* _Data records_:
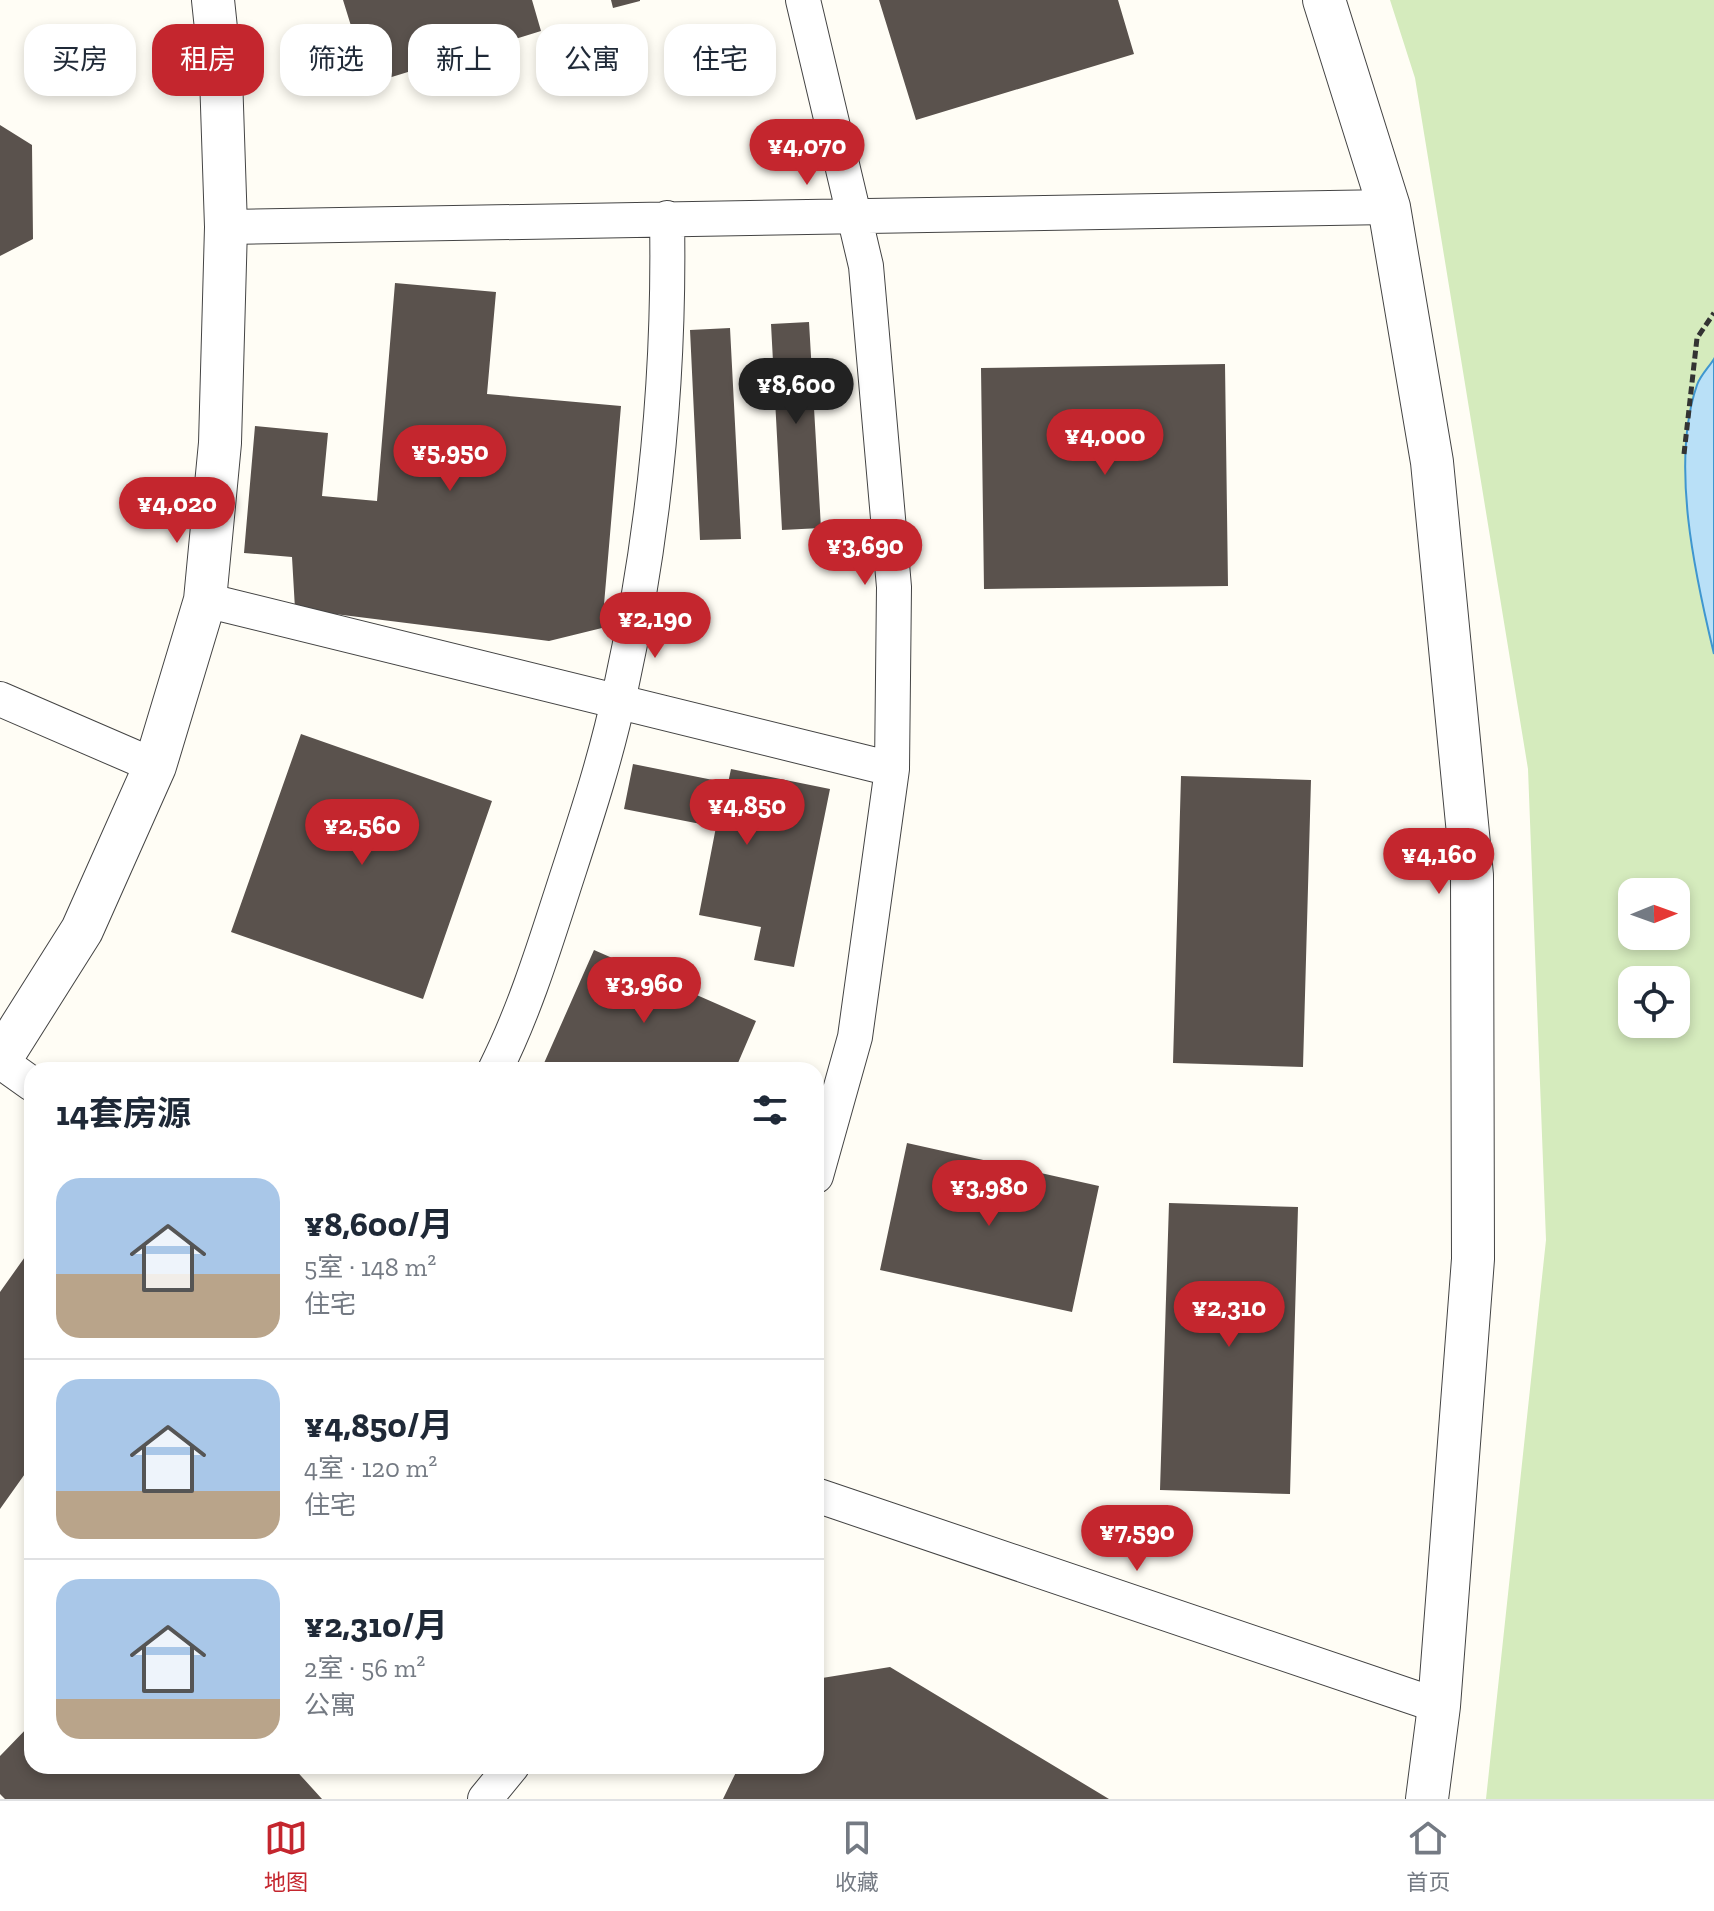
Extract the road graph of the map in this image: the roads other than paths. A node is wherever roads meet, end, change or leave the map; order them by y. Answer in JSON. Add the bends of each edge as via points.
{"nodes":[{"id":1,"x":213,"y":0,"type":"edge"},
{"id":2,"x":803,"y":0,"type":"edge"},
{"id":3,"x":1324,"y":0,"type":"edge"},
{"id":4,"x":1389,"y":207,"type":"junction"},
{"id":5,"x":854,"y":215,"type":"junction"},
{"id":6,"x":667,"y":218,"type":"junction"},
{"id":7,"x":226,"y":227,"type":"junction"},
{"id":8,"x":205,"y":600,"type":"junction"},
{"id":9,"x":0,"y":699,"type":"edge"},
{"id":10,"x":618,"y":701,"type":"junction"},
{"id":11,"x":155,"y":766,"type":"junction"},
{"id":12,"x":892,"y":769,"type":"junction"},
{"id":13,"x":0,"y":1061,"type":"edge"},
{"id":14,"x":499,"y":1062,"type":"edge"},
{"id":15,"x":24,"y":1078,"type":"edge"},
{"id":16,"x":824,"y":1147,"type":"edge"},
{"id":17,"x":824,"y":1498,"type":"edge"},
{"id":18,"x":1439,"y":1706,"type":"junction"},
{"id":19,"x":505,"y":1774,"type":"edge"},
{"id":20,"x":485,"y":1799,"type":"edge"},
{"id":21,"x":1427,"y":1799,"type":"edge"}],
"edges":[{"from":1,"to":7,"type":"street"},
{"from":2,"to":5,"type":"street"},
{"from":3,"to":4,"type":"street"},
{"from":4,"to":5,"type":"street"},
{"from":4,"to":18,"type":"street","via":[[1432,462],[1472,875],[1473,1259]]},
{"from":5,"to":6,"type":"street"},
{"from":5,"to":12,"type":"street","via":[[866,266],[894,587]]},
{"from":6,"to":7,"type":"street"},
{"from":6,"to":10,"type":"street","via":[[655,493]]},
{"from":7,"to":8,"type":"street","via":[[220,443]]},
{"from":8,"to":10,"type":"street"},
{"from":8,"to":11,"type":"street"},
{"from":9,"to":11,"type":"street"},
{"from":10,"to":12,"type":"street"},
{"from":10,"to":14,"type":"street","via":[[534,979]]},
{"from":11,"to":13,"type":"street","via":[[82,930]]},
{"from":12,"to":16,"type":"street","via":[[855,1037]]},
{"from":13,"to":15,"type":"street"},
{"from":17,"to":18,"type":"street"},
{"from":18,"to":21,"type":"street"},
{"from":19,"to":20,"type":"street"}]}
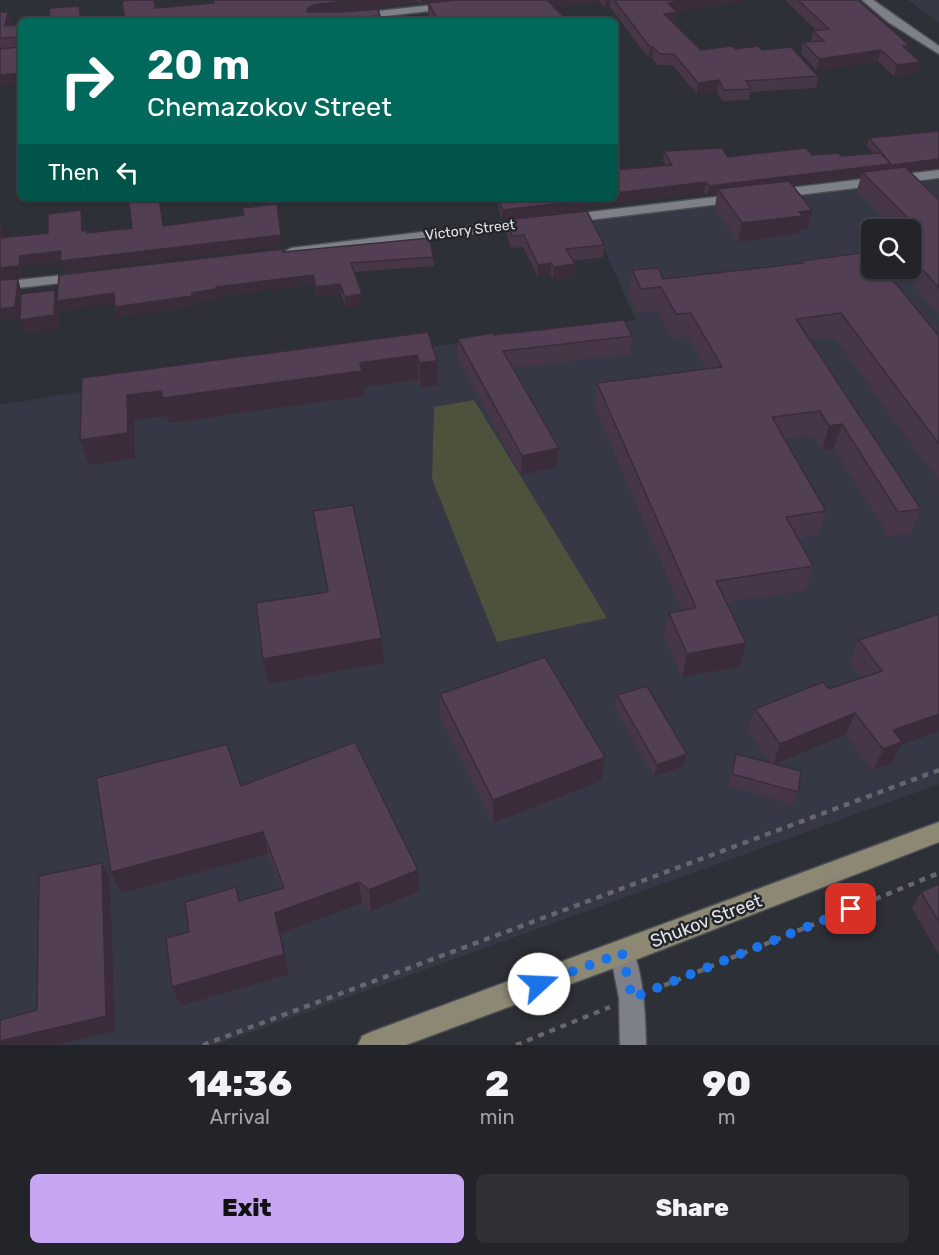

* _What the exercise asks_: Output each line exactly as shown above; no pictures go in the copy.

* _Response box_:
Extract the road graph of the map in this image: the roads other than paths. A node is wherever roads meet, end, change or leave the map; order them by y. Answer in JSON. Add the bends of each edge as via points.
{"nodes":[{"id":1,"x":213,"y":0,"type":"edge"},
{"id":2,"x":803,"y":0,"type":"edge"},
{"id":3,"x":1324,"y":0,"type":"edge"},
{"id":4,"x":1389,"y":207,"type":"junction"},
{"id":5,"x":854,"y":215,"type":"junction"},
{"id":6,"x":667,"y":218,"type":"junction"},
{"id":7,"x":226,"y":227,"type":"junction"},
{"id":8,"x":205,"y":600,"type":"junction"},
{"id":9,"x":0,"y":699,"type":"edge"},
{"id":10,"x":618,"y":701,"type":"junction"},
{"id":11,"x":155,"y":766,"type":"junction"},
{"id":12,"x":892,"y":769,"type":"junction"},
{"id":13,"x":0,"y":1061,"type":"edge"},
{"id":14,"x":499,"y":1062,"type":"edge"},
{"id":15,"x":24,"y":1078,"type":"edge"},
{"id":16,"x":824,"y":1147,"type":"edge"},
{"id":17,"x":824,"y":1498,"type":"edge"},
{"id":18,"x":1439,"y":1706,"type":"junction"},
{"id":19,"x":505,"y":1774,"type":"edge"},
{"id":20,"x":485,"y":1799,"type":"edge"},
{"id":21,"x":1427,"y":1799,"type":"edge"}],
"edges":[{"from":1,"to":7,"type":"street"},
{"from":2,"to":5,"type":"street"},
{"from":3,"to":4,"type":"street"},
{"from":4,"to":5,"type":"street"},
{"from":4,"to":18,"type":"street","via":[[1432,462],[1472,875],[1473,1259]]},
{"from":5,"to":6,"type":"street"},
{"from":5,"to":12,"type":"street","via":[[866,266],[894,587]]},
{"from":6,"to":7,"type":"street"},
{"from":6,"to":10,"type":"street","via":[[655,493]]},
{"from":7,"to":8,"type":"street","via":[[220,443]]},
{"from":8,"to":10,"type":"street"},
{"from":8,"to":11,"type":"street"},
{"from":9,"to":11,"type":"street"},
{"from":10,"to":12,"type":"street"},
{"from":10,"to":14,"type":"street","via":[[534,979]]},
{"from":11,"to":13,"type":"street","via":[[82,930]]},
{"from":12,"to":16,"type":"street","via":[[855,1037]]},
{"from":13,"to":15,"type":"street"},
{"from":17,"to":18,"type":"street"},
{"from":18,"to":21,"type":"street"},
{"from":19,"to":20,"type":"street"}]}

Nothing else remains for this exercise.